僕は走っていた。

太陽なんてとっくの昔に沈んで代わりに綺麗な満月からの月明かりが僕を、そしてその周りを照らしていた。周りには多くの木が並び、足元には雑草が生い茂っていた。簡単に言うと森の中にいた。僕は木にぶつからないように、雑草に足を取られないように必死に逃げていた。奴らが後ろに迫っている・・・それは、僕が前いた世界では絶滅した恐竜にには生物。恐竜と言ってもティラノサウルスみたいな巨大なやつではなく、もっと小さいディノニクスみたいな小さい恐竜が5.6匹。
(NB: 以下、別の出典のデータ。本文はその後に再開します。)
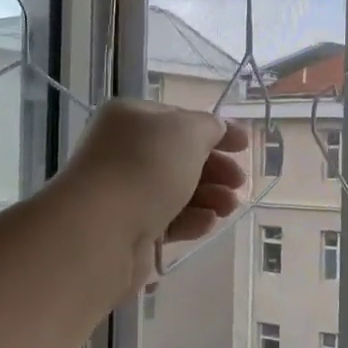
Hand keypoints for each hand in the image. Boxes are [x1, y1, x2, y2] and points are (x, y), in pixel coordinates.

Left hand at [60, 99, 248, 291]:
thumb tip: (215, 130)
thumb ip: (209, 127)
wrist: (102, 229)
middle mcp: (123, 151)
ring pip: (177, 191)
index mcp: (131, 118)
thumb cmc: (146, 167)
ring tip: (229, 206)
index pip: (179, 119)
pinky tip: (208, 223)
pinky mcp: (129, 229)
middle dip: (215, 169)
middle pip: (180, 157)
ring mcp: (125, 192)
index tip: (245, 145)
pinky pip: (168, 220)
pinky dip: (191, 220)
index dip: (215, 130)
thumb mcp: (188, 132)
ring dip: (209, 196)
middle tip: (239, 182)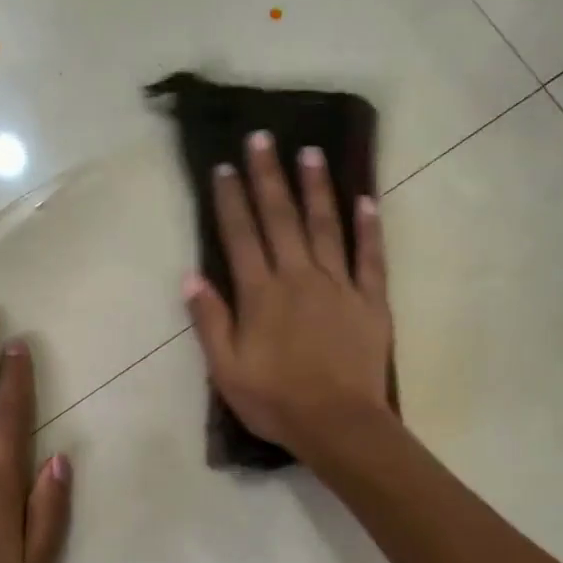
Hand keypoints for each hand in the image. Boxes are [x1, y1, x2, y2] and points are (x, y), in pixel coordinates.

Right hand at [183, 131, 393, 460]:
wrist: (337, 424)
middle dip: (269, 177)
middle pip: (282, 219)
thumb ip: (210, 322)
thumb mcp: (227, 370)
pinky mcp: (370, 302)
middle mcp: (298, 278)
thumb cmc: (276, 402)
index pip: (241, 237)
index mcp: (261, 295)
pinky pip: (370, 258)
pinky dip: (369, 228)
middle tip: (262, 138)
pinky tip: (366, 200)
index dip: (231, 201)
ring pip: (326, 227)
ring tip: (310, 152)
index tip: (224, 167)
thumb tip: (192, 277)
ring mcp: (339, 286)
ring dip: (317, 188)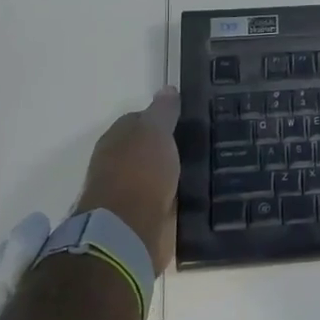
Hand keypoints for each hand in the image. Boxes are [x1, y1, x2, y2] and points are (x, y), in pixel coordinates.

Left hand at [74, 88, 182, 272]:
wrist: (127, 230)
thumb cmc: (139, 172)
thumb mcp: (155, 131)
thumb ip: (162, 111)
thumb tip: (167, 88)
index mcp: (116, 139)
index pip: (139, 120)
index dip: (162, 118)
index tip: (187, 121)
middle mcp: (117, 163)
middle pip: (147, 148)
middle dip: (168, 146)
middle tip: (200, 144)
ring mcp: (127, 192)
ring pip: (156, 174)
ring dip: (172, 173)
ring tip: (203, 169)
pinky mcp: (140, 218)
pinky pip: (163, 199)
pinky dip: (175, 195)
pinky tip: (195, 193)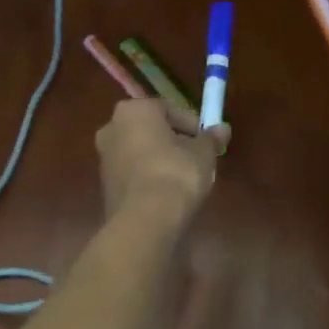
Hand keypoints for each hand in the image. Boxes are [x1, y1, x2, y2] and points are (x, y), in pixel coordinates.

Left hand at [96, 99, 230, 223]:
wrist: (145, 219)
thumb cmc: (175, 173)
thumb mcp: (203, 153)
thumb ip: (211, 138)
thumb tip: (223, 129)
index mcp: (134, 110)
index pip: (169, 109)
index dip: (192, 125)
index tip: (207, 141)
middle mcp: (112, 127)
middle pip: (151, 129)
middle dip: (173, 141)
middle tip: (196, 157)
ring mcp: (104, 157)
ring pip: (140, 151)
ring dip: (160, 159)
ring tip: (184, 177)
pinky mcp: (105, 184)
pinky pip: (133, 172)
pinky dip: (148, 176)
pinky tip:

ん、恐竜って数える時は匹であってるのかな、まあ、トカゲだからあっているよね。

ギィー、ギギィー、ギィギィー

も、もう追いつかれた!?走りながら後ろを見る。しかし、まだ姿は見えない。いや、いる。近くにいて、鳴き声で連携しようとしているのかも。そう思うな否や僕は限界ギリギリでさらに必死に走る。逃げ始めてどれだけ経っただろう。10分?20分?いや、もっと長いのかもしれない。どうして、あの時、あの卵を盗もうとしたのだろうか・・・恐竜の卵なんて食べれる訳ないのに。そんなことは今はどうでもいい。それより、今はどう逃げるかだ。さらに5分程走ると、とうとう森を抜けた。しかし、目の前にあるのは大きくそして、深い谷だった。下を覗くと川の水がすごい音を立てながら流れている。これ、落ちたら死んじゃうよな〜。はぁ、この世界に来てからまだそんなに経ってないのに。
・・・・・・たしか、えーっと、うーんと、あれ?なんで僕、この世界にいるんだっけ!?

ガサガサ ガサガサ

ばっ!急いで後ろを向く。しかし、後ろにいたのは追いかけられていた恐竜ではなく、白いローブにフードを被った怪しげな魔道士だった。
「ねえ、君はなんでこんなところにいるの?」
フードの奥からとても綺麗で透き通った声が聞こえてきた。そして、魔道士は被っていたフードを脱いだ。そこにあったのは、白く銀色に輝く髪、空のように青く澄んだ瞳。はっきり言って今までにあったことのない美少女だった。「あ、あの、その・・・恐竜といううか魔物に追われてまして・・・・・・」
戸惑いながら理由を話した。
「なぁんだ、君が犯人だったのか」
僕の話を聞いていくうちにその美少女は、納得がいったとらしくクスリと笑った。
「えっと・・・その・・・」
僕が反応に困っているのを見て、
「アハハ、ごめんごめん」
笑っていた顔を引き締めて、
「通りであの子達が暴れてたんだね」
「あの子達って・・・・・・?」
まさかとは思いながらも聞き返す。
「あの子達っていうのは、君が追われていたデスハンターだね。基本的に、人を食べて、巣を荒らした奴は死ぬまで追いかけると言われているらしいよ?ま、私は怖くはないがね、ハハハ」
いやいや、やばいヤツでしょ、それ。それに笑い事じゃないって。そんなことより、
「そ、そのデスハンターは・・・・・・」
「ん?あ、そういえば、追い越してきたから・・・・・・」
そう言って、彼女は辺りを見渡す。
「・・・・・・まだ来ていないみたいだね」
そう、僕を見ていった。その直後、後ろでガサガサと草が揺れた。そこから出てきたのは―――追いかけられていたデスハンターだった!!!
僕はとっさに
「危な――」
そう口にしようとした時に、デスハンターは目の前に立っていた女の子を尻尾ではじき飛ばした。そして、女の子は再び森の中へ。助ける間も与えない見事な早技に驚きながら、僕は焦った。